Material supplied>

___

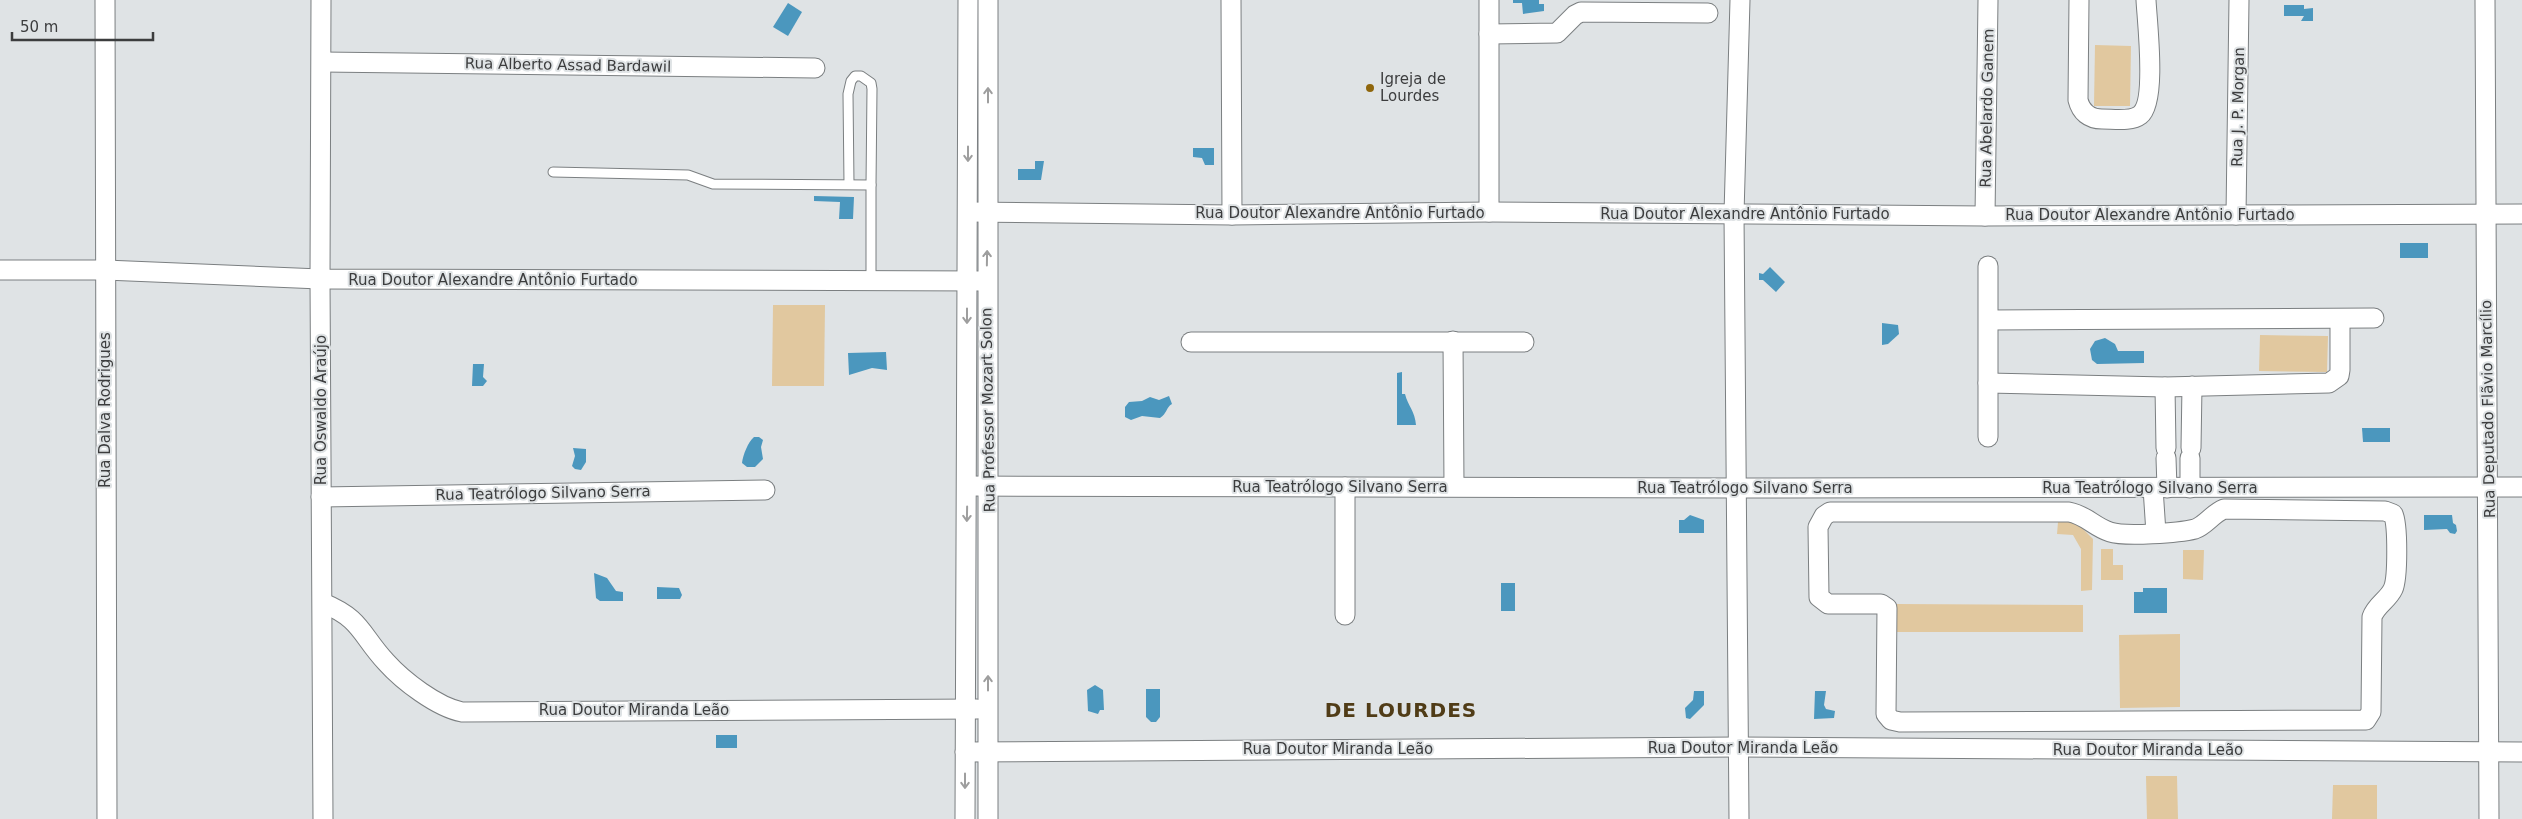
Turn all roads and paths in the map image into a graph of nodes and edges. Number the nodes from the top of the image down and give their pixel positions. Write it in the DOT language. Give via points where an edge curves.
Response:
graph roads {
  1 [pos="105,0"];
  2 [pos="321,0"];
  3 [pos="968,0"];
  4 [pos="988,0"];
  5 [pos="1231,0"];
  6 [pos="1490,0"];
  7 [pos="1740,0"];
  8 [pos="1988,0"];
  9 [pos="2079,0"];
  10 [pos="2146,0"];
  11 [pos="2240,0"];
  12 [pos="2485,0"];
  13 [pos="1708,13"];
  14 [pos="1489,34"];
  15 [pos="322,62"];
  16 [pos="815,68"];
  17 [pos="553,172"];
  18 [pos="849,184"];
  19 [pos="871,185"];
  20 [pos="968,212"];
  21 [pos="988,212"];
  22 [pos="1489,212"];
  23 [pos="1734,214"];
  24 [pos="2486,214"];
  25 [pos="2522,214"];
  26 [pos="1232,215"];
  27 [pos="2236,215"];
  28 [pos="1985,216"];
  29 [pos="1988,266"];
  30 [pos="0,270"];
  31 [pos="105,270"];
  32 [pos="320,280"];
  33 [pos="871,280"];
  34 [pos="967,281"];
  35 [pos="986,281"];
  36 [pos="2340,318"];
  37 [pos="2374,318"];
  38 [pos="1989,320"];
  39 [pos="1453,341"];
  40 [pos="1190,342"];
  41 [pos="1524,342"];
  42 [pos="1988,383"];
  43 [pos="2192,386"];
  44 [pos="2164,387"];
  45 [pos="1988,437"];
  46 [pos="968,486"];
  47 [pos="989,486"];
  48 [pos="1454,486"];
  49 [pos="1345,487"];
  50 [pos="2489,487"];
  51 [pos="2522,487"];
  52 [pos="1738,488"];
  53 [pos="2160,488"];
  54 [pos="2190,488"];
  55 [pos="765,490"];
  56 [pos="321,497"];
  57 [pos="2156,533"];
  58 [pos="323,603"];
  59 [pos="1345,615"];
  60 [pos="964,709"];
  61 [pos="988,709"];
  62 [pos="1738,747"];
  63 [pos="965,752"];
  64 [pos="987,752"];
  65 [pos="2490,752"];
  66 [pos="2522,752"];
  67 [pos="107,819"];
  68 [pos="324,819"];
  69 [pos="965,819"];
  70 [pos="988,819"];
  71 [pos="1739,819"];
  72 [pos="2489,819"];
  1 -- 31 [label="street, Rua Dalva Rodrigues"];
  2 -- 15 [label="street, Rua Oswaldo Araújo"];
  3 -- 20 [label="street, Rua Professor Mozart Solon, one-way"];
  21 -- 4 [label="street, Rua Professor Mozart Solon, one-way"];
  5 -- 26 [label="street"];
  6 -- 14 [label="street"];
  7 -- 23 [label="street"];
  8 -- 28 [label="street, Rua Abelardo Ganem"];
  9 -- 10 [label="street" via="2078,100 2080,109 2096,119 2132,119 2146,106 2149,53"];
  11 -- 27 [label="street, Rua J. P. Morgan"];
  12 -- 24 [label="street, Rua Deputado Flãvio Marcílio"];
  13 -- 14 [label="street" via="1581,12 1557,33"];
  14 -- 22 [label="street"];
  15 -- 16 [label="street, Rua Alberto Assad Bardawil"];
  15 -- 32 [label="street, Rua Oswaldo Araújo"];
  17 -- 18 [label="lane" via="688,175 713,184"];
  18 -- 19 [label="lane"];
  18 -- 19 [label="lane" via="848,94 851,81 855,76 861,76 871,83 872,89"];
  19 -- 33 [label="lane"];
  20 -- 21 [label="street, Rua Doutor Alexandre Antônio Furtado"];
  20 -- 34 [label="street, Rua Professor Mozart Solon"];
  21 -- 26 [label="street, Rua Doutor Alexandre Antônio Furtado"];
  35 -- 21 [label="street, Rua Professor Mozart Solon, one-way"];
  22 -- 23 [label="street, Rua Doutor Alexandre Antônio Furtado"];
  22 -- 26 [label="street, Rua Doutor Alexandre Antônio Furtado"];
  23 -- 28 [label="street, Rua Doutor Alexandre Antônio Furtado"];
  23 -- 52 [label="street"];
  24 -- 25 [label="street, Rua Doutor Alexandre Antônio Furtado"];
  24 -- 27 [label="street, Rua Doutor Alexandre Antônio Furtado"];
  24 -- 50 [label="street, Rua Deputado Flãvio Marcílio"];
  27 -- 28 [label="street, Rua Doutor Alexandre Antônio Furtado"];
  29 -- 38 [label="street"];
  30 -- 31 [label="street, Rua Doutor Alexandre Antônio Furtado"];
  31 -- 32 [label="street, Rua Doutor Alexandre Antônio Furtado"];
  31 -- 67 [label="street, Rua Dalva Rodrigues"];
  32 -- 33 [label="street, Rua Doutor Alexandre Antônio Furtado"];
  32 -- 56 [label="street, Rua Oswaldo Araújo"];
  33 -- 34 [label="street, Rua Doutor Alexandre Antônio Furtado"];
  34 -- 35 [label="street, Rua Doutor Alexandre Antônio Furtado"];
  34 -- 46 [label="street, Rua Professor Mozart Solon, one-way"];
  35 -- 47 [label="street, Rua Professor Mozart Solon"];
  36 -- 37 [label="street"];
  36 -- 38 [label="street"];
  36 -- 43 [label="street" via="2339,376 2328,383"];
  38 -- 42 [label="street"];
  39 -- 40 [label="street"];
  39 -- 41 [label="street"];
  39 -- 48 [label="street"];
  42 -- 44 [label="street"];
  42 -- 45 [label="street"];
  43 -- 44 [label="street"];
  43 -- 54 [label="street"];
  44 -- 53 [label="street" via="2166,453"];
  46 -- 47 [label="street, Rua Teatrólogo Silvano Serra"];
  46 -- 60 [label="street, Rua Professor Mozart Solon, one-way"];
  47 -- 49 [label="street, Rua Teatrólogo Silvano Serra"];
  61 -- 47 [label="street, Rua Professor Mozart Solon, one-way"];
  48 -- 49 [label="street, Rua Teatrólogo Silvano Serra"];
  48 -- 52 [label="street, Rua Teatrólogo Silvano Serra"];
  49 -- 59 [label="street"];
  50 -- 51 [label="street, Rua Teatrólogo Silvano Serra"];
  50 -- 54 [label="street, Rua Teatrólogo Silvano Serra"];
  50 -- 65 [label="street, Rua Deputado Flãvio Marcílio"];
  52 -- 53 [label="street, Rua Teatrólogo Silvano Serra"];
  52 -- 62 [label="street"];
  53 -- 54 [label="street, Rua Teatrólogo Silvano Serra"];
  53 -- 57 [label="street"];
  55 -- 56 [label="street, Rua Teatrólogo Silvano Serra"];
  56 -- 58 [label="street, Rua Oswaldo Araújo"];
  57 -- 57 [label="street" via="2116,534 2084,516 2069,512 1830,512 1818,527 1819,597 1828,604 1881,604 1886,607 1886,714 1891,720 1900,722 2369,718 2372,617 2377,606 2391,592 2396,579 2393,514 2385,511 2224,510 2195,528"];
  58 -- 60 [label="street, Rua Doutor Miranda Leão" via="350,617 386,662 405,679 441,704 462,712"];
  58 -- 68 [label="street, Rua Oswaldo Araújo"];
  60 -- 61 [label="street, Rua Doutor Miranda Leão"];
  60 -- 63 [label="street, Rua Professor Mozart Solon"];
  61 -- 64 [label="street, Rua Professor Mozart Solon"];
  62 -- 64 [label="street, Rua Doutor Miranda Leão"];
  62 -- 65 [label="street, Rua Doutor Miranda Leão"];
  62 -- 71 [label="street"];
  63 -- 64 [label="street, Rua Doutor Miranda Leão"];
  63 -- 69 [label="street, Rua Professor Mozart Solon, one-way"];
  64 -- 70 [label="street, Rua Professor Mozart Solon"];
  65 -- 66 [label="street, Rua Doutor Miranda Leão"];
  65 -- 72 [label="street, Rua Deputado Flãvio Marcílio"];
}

___

Everything in the records above is to be copied exactly, except the pictures.

Turn all roads and paths in the map image into a graph of nodes and edges. Number the nodes from the top of the image down and give their pixel positions. Write it in the DOT language. Give via points where an edge curves.
Response:
graph roads {
  1 [pos="105,0"];
  2 [pos="321,0"];
  3 [pos="968,0"];
  4 [pos="988,0"];
  5 [pos="1231,0"];
  6 [pos="1490,0"];
  7 [pos="1740,0"];
  8 [pos="1988,0"];
  9 [pos="2079,0"];
  10 [pos="2146,0"];
  11 [pos="2240,0"];
  12 [pos="2485,0"];
  13 [pos="1708,13"];
  14 [pos="1489,34"];
  15 [pos="322,62"];
  16 [pos="815,68"];
  17 [pos="553,172"];
  18 [pos="849,184"];
  19 [pos="871,185"];
  20 [pos="968,212"];
  21 [pos="988,212"];
  22 [pos="1489,212"];
  23 [pos="1734,214"];
  24 [pos="2486,214"];
  25 [pos="2522,214"];
  26 [pos="1232,215"];
  27 [pos="2236,215"];
  28 [pos="1985,216"];
  29 [pos="1988,266"];
  30 [pos="0,270"];
  31 [pos="105,270"];
  32 [pos="320,280"];
  33 [pos="871,280"];
  34 [pos="967,281"];
  35 [pos="986,281"];
  36 [pos="2340,318"];
  37 [pos="2374,318"];
  38 [pos="1989,320"];
  39 [pos="1453,341"];
  40 [pos="1190,342"];
  41 [pos="1524,342"];
  42 [pos="1988,383"];
  43 [pos="2192,386"];
  44 [pos="2164,387"];
  45 [pos="1988,437"];
  46 [pos="968,486"];
  47 [pos="989,486"];
  48 [pos="1454,486"];
  49 [pos="1345,487"];
  50 [pos="2489,487"];
  51 [pos="2522,487"];
  52 [pos="1738,488"];
  53 [pos="2160,488"];
  54 [pos="2190,488"];
  55 [pos="765,490"];
  56 [pos="321,497"];
  57 [pos="2156,533"];
  58 [pos="323,603"];
  59 [pos="1345,615"];
  60 [pos="964,709"];
  61 [pos="988,709"];
  62 [pos="1738,747"];
  63 [pos="965,752"];
  64 [pos="987,752"];
  65 [pos="2490,752"];
  66 [pos="2522,752"];
  67 [pos="107,819"];
  68 [pos="324,819"];
  69 [pos="965,819"];
  70 [pos="988,819"];
  71 [pos="1739,819"];
  72 [pos="2489,819"];
  1 -- 31 [label="street, Rua Dalva Rodrigues"];
  2 -- 15 [label="street, Rua Oswaldo Araújo"];
  3 -- 20 [label="street, Rua Professor Mozart Solon, one-way"];
  21 -- 4 [label="street, Rua Professor Mozart Solon, one-way"];
  5 -- 26 [label="street"];
  6 -- 14 [label="street"];
  7 -- 23 [label="street"];
  8 -- 28 [label="street, Rua Abelardo Ganem"];
  9 -- 10 [label="street" via="2078,100 2080,109 2096,119 2132,119 2146,106 2149,53"];
  11 -- 27 [label="street, Rua J. P. Morgan"];
  12 -- 24 [label="street, Rua Deputado Flãvio Marcílio"];
  13 -- 14 [label="street" via="1581,12 1557,33"];
  14 -- 22 [label="street"];
  15 -- 16 [label="street, Rua Alberto Assad Bardawil"];
  15 -- 32 [label="street, Rua Oswaldo Araújo"];
  17 -- 18 [label="lane" via="688,175 713,184"];
  18 -- 19 [label="lane"];
  18 -- 19 [label="lane" via="848,94 851,81 855,76 861,76 871,83 872,89"];
  19 -- 33 [label="lane"];
  20 -- 21 [label="street, Rua Doutor Alexandre Antônio Furtado"];
  20 -- 34 [label="street, Rua Professor Mozart Solon"];
  21 -- 26 [label="street, Rua Doutor Alexandre Antônio Furtado"];
  35 -- 21 [label="street, Rua Professor Mozart Solon, one-way"];
  22 -- 23 [label="street, Rua Doutor Alexandre Antônio Furtado"];
  22 -- 26 [label="street, Rua Doutor Alexandre Antônio Furtado"];
  23 -- 28 [label="street, Rua Doutor Alexandre Antônio Furtado"];
  23 -- 52 [label="street"];
  24 -- 25 [label="street, Rua Doutor Alexandre Antônio Furtado"];
  24 -- 27 [label="street, Rua Doutor Alexandre Antônio Furtado"];
  24 -- 50 [label="street, Rua Deputado Flãvio Marcílio"];
  27 -- 28 [label="street, Rua Doutor Alexandre Antônio Furtado"];
  29 -- 38 [label="street"];
  30 -- 31 [label="street, Rua Doutor Alexandre Antônio Furtado"];
  31 -- 32 [label="street, Rua Doutor Alexandre Antônio Furtado"];
  31 -- 67 [label="street, Rua Dalva Rodrigues"];
  32 -- 33 [label="street, Rua Doutor Alexandre Antônio Furtado"];
  32 -- 56 [label="street, Rua Oswaldo Araújo"];
  33 -- 34 [label="street, Rua Doutor Alexandre Antônio Furtado"];
  34 -- 35 [label="street, Rua Doutor Alexandre Antônio Furtado"];
  34 -- 46 [label="street, Rua Professor Mozart Solon, one-way"];
  35 -- 47 [label="street, Rua Professor Mozart Solon"];
  36 -- 37 [label="street"];
  36 -- 38 [label="street"];
  36 -- 43 [label="street" via="2339,376 2328,383"];
  38 -- 42 [label="street"];
  39 -- 40 [label="street"];
  39 -- 41 [label="street"];
  39 -- 48 [label="street"];
  42 -- 44 [label="street"];
  42 -- 45 [label="street"];
  43 -- 44 [label="street"];
  43 -- 54 [label="street"];
  44 -- 53 [label="street" via="2166,453"];
  46 -- 47 [label="street, Rua Teatrólogo Silvano Serra"];
  46 -- 60 [label="street, Rua Professor Mozart Solon, one-way"];
  47 -- 49 [label="street, Rua Teatrólogo Silvano Serra"];
  61 -- 47 [label="street, Rua Professor Mozart Solon, one-way"];
  48 -- 49 [label="street, Rua Teatrólogo Silvano Serra"];
  48 -- 52 [label="street, Rua Teatrólogo Silvano Serra"];
  49 -- 59 [label="street"];
  50 -- 51 [label="street, Rua Teatrólogo Silvano Serra"];
  50 -- 54 [label="street, Rua Teatrólogo Silvano Serra"];
  50 -- 65 [label="street, Rua Deputado Flãvio Marcílio"];
  52 -- 53 [label="street, Rua Teatrólogo Silvano Serra"];
  52 -- 62 [label="street"];
  53 -- 54 [label="street, Rua Teatrólogo Silvano Serra"];
  53 -- 57 [label="street"];
  55 -- 56 [label="street, Rua Teatrólogo Silvano Serra"];
  56 -- 58 [label="street, Rua Oswaldo Araújo"];
  57 -- 57 [label="street" via="2116,534 2084,516 2069,512 1830,512 1818,527 1819,597 1828,604 1881,604 1886,607 1886,714 1891,720 1900,722 2369,718 2372,617 2377,606 2391,592 2396,579 2393,514 2385,511 2224,510 2195,528"];
  58 -- 60 [label="street, Rua Doutor Miranda Leão" via="350,617 386,662 405,679 441,704 462,712"];
  58 -- 68 [label="street, Rua Oswaldo Araújo"];
  60 -- 61 [label="street, Rua Doutor Miranda Leão"];
  60 -- 63 [label="street, Rua Professor Mozart Solon"];
  61 -- 64 [label="street, Rua Professor Mozart Solon"];
  62 -- 64 [label="street, Rua Doutor Miranda Leão"];
  62 -- 65 [label="street, Rua Doutor Miranda Leão"];
  62 -- 71 [label="street"];
  63 -- 64 [label="street, Rua Doutor Miranda Leão"];
  63 -- 69 [label="street, Rua Professor Mozart Solon, one-way"];
  64 -- 70 [label="street, Rua Professor Mozart Solon"];
  65 -- 66 [label="street, Rua Doutor Miranda Leão"];
  65 -- 72 [label="street, Rua Deputado Flãvio Marcílio"];
}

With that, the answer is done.